Kestane ağacının çubuğundan örülen, kendisine özgü özelliği ile gayet pratik, kullanışlı basit bir el taşıma aracı olan “Karamürsel sepeti”nin özelliği ağaçtan toplanan yaş meyveyi zedelemeden kabına ulaştırmasıdır… üne kavuşması ise, Osmanlı padişahlarından Abdülaziz Han’ın bir seyahat için Hereke de ki “Av Köşkü”ne gelmesiyle ilgilidir…
Samanlı Sıradağları’nın eteklerinde Osmanlı İmparatorluğunun ilk liman kenti olan civan başpehlivanların yetiştirdiği, Karamürsel adından sürekli söz ettirmiş.

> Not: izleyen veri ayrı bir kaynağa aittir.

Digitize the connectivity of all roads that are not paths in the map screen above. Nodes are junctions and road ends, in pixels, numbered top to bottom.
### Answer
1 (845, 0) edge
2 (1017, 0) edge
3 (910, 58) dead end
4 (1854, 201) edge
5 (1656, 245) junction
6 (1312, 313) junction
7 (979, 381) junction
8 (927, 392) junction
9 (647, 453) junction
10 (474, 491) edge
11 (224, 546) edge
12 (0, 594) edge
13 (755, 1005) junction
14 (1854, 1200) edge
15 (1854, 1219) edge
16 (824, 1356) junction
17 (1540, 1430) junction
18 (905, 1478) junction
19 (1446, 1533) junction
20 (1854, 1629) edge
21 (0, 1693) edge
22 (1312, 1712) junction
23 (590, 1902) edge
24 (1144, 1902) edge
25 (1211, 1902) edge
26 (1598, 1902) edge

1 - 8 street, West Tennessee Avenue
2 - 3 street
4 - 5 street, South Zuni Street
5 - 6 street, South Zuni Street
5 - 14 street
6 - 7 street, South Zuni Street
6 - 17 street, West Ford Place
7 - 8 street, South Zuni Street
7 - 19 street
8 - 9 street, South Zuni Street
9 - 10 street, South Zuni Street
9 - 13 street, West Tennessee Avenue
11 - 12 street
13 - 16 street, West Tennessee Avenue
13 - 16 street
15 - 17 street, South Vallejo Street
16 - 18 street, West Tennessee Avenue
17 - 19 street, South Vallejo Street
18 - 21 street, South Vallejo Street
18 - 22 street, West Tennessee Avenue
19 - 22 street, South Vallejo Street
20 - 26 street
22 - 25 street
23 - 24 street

Osmanlı padişahlarından Sultan Abdülaziz bir gezi için Hereke’de ki Av Köküne gelmiş.
Bunu duyan Karamürsel halkı, padişaha bir hediye göndermeye karar vermişler. Yörede bulunan zengin topraklarda çok çeşitli meyve ve sebze yetişirmiş. Yaz mevsimi olduğu için hediye olarak kiraz göndermeye karar vermişler. Kirazlar irimi iri lezzetli mi lezzetliymiş. Hazırlıklar hemen başlamış. Tarlada ki kirazlar itina ile seçilerek sepete doldurulmuş.
İlçe temsilcisi beraberinde ki arkadaşları ile bir sandala atlamışlar ve soluğu Hereke de almışlar. Hemen av köşkünün yolunu tutmuşlar.
Kasaba temsilcisi büyük bir tepsi istemiş. Padişah büyük olduğunu duyunca kahkahalarla “Getirin şu temsilciye büyük bir tepsi” demiş ve padişahın huzuruna büyük bir gümüş tepsi getirmişler.
“Ufacık tefecik gördünde Karamürsel Sepeti mi sandın?” deyimi böylece hafızalara kazınmıştır. Hiçbir şeyi dış görünüşüne bakarak yargılamamız gerekir. Önemli olan işlevselliği ve içinde olandır. İnsanlarda diğer insanları dış görünüşü ile yargılamamalıdır, önemli olan bilgi birikimi ve kişiliğidir.